Task to carry out:
Work through the records that follow and return each line containing the word "ZORNIA".

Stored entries
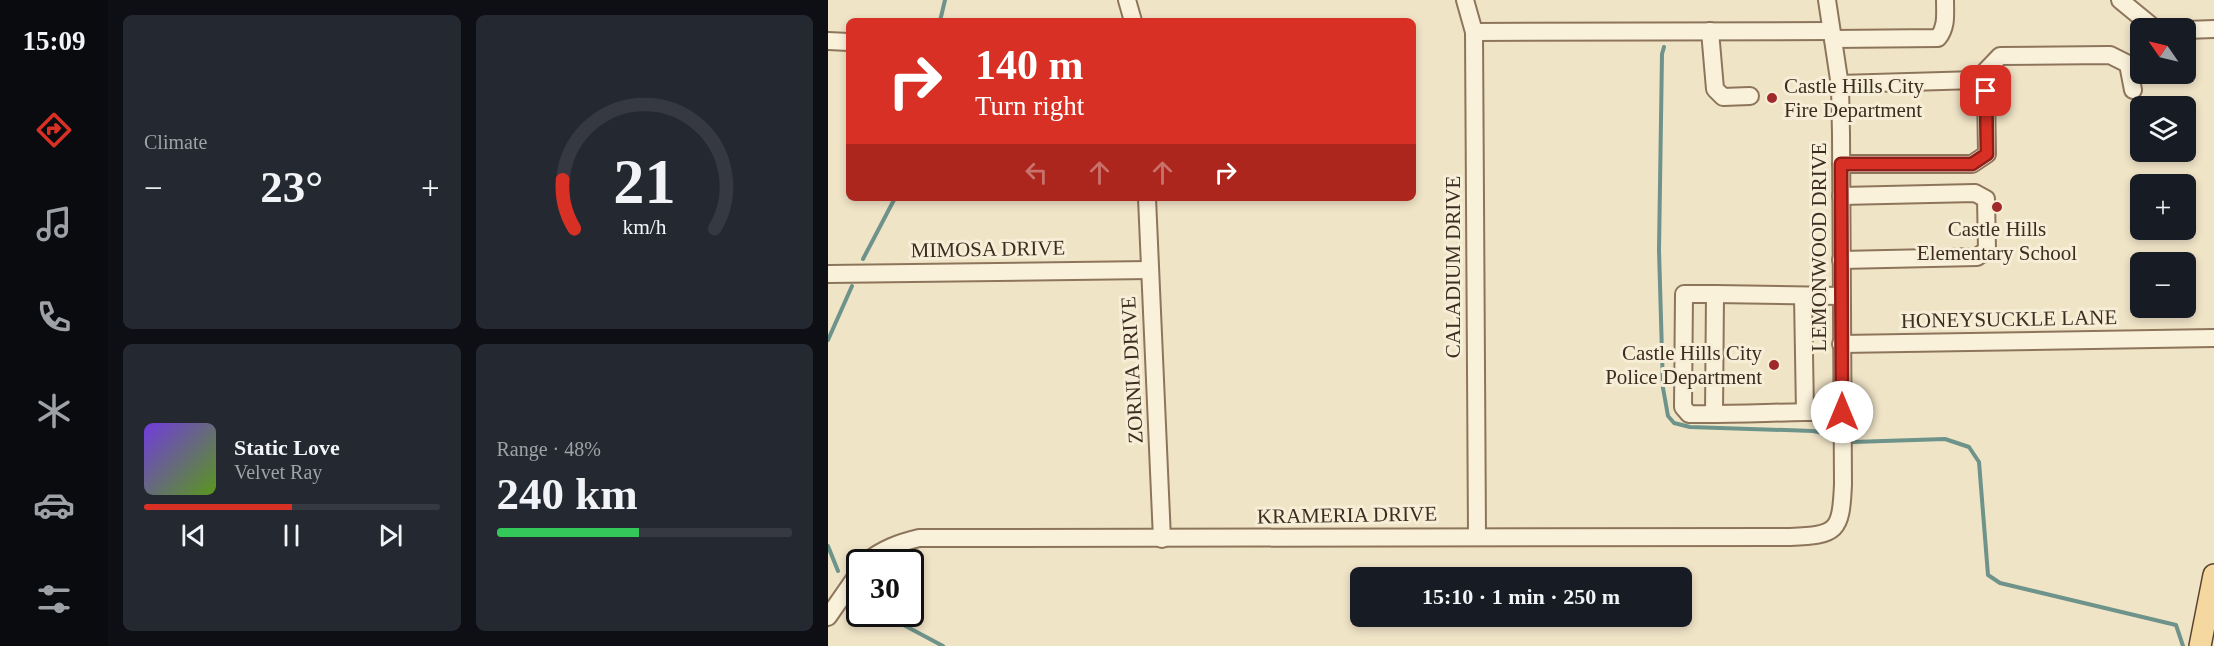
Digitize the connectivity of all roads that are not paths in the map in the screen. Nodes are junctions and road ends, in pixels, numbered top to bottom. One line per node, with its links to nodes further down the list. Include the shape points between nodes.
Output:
1 (1127, 0): 6 (street)
2 (1465, 0): 11 (street, CALADIUM DRIVE)
3 (1827, 0): 12 (street, LEMONWOOD DRIVE)
4 (1945, 0): 12 (street, via 1946,21 1938,38)
5 (2120, 0): 7 (street)
6 (1132, 18)
7 (2142, 18)
8 (2214, 29): 9 (street)
9 (2196, 30)
10 (1710, 31): 11 (street); 12 (street); 18 (street, via 1715,89 1723,97)
11 (1474, 32): 34 (street, CALADIUM DRIVE)
12 (1832, 35): 16 (street, LEMONWOOD DRIVE)
13 (828, 41): 14 (street)
14 (846, 42)
15 (1977, 80): 16 (street); 17 (street, via 2000,56 2110,55 2128,64); 19 (street, via 1986,91 1987,154 1972,164)
16 (1839, 84): 19 (street, LEMONWOOD DRIVE)
17 (2133, 90)
18 (1750, 96)
19 (1841, 164): 20 (street, LEMONWOOD DRIVE)
20 (1841, 196): 22 (street, LEMONWOOD DRIVE); 22 (street, via 1974,193 1986,200 1987,250 1977,258)
21 (1147, 201): 23 (street, ZORNIA DRIVE)
22 (1841, 260): 27 (street, LEMONWOOD DRIVE)
23 (1149, 270): 24 (street, MIMOSA DRIVE); 35 (street, ZORNIA DRIVE)
24 (828, 274)
25 (1715, 294): 26 (street); 32 (street); 32 (street, via 1684,294 1683,407 1689,414)
26 (1803, 296): 27 (street); 30 (street)
27 (1841, 296): 29 (street, LEMONWOOD DRIVE)
28 (2214, 338): 29 (street, HONEYSUCKLE LANE)
29 (1841, 344): 31 (street, LEMONWOOD DRIVE)
30 (1805, 412): 31 (street); 32 (street)
31 (1842, 412): 33 (street, LEMONWOOD DRIVE, via 1842,513)
32 (1714, 414)
33 (1833, 528): 34 (street, KRAMERIA DRIVE, via 1819,536 1790,537)
34 (1477, 536): 35 (street, KRAMERIA DRIVE)
35 (1162, 539): 36 (street, KRAMERIA DRIVE, via 919,538)
36 (885, 549)
37 (2214, 575): 40 (main road)
38 (846, 591): 39 (street)
39 (828, 617)
40 (2200, 646)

Solution to this task:
21 (1147, 201): 23 (street, ZORNIA DRIVE)
23 (1149, 270): 24 (street, MIMOSA DRIVE); 35 (street, ZORNIA DRIVE)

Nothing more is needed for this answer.